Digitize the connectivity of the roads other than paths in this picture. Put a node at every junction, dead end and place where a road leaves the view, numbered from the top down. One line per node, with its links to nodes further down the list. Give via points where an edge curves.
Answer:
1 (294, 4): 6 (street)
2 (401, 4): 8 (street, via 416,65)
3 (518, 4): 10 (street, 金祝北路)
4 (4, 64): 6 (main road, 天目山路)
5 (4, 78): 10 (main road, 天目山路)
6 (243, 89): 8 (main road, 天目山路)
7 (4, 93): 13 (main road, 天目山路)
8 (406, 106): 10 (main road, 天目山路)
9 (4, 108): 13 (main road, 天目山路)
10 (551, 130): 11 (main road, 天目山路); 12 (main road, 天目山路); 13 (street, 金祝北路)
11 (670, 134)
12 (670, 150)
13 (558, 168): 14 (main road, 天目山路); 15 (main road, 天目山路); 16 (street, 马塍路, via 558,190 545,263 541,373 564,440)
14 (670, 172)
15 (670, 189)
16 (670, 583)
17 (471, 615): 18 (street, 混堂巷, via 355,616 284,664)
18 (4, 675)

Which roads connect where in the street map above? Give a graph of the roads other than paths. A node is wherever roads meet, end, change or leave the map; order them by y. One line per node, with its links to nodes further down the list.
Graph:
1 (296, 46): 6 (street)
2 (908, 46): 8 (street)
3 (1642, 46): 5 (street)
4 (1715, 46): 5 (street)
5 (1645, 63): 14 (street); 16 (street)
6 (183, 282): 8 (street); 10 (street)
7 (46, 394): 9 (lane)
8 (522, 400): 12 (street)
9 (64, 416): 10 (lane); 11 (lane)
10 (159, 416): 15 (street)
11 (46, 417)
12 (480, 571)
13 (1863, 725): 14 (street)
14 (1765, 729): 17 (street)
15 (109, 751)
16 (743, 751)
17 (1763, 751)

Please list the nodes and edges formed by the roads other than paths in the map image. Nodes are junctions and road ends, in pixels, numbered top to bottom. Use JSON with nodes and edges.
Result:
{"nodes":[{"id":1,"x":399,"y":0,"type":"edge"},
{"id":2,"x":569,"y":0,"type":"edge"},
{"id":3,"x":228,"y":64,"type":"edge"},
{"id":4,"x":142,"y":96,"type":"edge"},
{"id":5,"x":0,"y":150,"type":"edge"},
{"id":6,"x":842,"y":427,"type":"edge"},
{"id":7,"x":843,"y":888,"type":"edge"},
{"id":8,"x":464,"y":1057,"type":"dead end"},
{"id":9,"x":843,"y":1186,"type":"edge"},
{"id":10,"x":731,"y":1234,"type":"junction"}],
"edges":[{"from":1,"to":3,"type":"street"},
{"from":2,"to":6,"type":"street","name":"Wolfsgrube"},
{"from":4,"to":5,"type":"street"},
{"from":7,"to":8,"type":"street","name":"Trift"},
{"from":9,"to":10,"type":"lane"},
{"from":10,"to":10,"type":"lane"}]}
+++++
Type out the records above again, exactly the same.

**RESULT OF THE EXERCISE:**
Digitize the connectivity of the roads other than paths in this picture. Put a node at every junction, dead end and place where a road leaves the view, numbered from the top down. One line per node, with its links to nodes further down the list. Give via points where an edge curves.
Answer:
1 (294, 4): 6 (street)
2 (401, 4): 8 (street, via 416,65)
3 (518, 4): 10 (street, 金祝北路)
4 (4, 64): 6 (main road, 天目山路)
5 (4, 78): 10 (main road, 天目山路)
6 (243, 89): 8 (main road, 天目山路)
7 (4, 93): 13 (main road, 天目山路)
8 (406, 106): 10 (main road, 天目山路)
9 (4, 108): 13 (main road, 天目山路)
10 (551, 130): 11 (main road, 天目山路); 12 (main road, 天目山路); 13 (street, 金祝北路)
11 (670, 134)
12 (670, 150)
13 (558, 168): 14 (main road, 天目山路); 15 (main road, 天目山路); 16 (street, 马塍路, via 558,190 545,263 541,373 564,440)
14 (670, 172)
15 (670, 189)
16 (670, 583)
17 (471, 615): 18 (street, 混堂巷, via 355,616 284,664)
18 (4, 675)

Which roads connect where in the street map above? Give a graph of the roads other than paths. A node is wherever roads meet, end, change or leave the map; order them by y. One line per node, with its links to nodes further down the list.
Graph:
1 (296, 46): 6 (street)
2 (908, 46): 8 (street)
3 (1642, 46): 5 (street)
4 (1715, 46): 5 (street)
5 (1645, 63): 14 (street); 16 (street)
6 (183, 282): 8 (street); 10 (street)
7 (46, 394): 9 (lane)
8 (522, 400): 12 (street)
9 (64, 416): 10 (lane); 11 (lane)
10 (159, 416): 15 (street)
11 (46, 417)
12 (480, 571)
13 (1863, 725): 14 (street)
14 (1765, 729): 17 (street)
15 (109, 751)
16 (743, 751)
17 (1763, 751)

Please list the nodes and edges formed by the roads other than paths in the map image. Nodes are junctions and road ends, in pixels, numbered top to bottom. Use JSON with nodes and edges.
Result:
{"nodes":[{"id":1,"x":399,"y":0,"type":"edge"},
{"id":2,"x":569,"y":0,"type":"edge"},
{"id":3,"x":228,"y":64,"type":"edge"},
{"id":4,"x":142,"y":96,"type":"edge"},
{"id":5,"x":0,"y":150,"type":"edge"},
{"id":6,"x":842,"y":427,"type":"edge"},
{"id":7,"x":843,"y":888,"type":"edge"},
{"id":8,"x":464,"y":1057,"type":"dead end"},
{"id":9,"x":843,"y":1186,"type":"edge"},
{"id":10,"x":731,"y":1234,"type":"junction"}],
"edges":[{"from":1,"to":3,"type":"street"},
{"from":2,"to":6,"type":"street","name":"Wolfsgrube"},
{"from":4,"to":5,"type":"street"},
{"from":7,"to":8,"type":"street","name":"Trift"},
{"from":9,"to":10,"type":"lane"},
{"from":10,"to":10,"type":"lane"}]}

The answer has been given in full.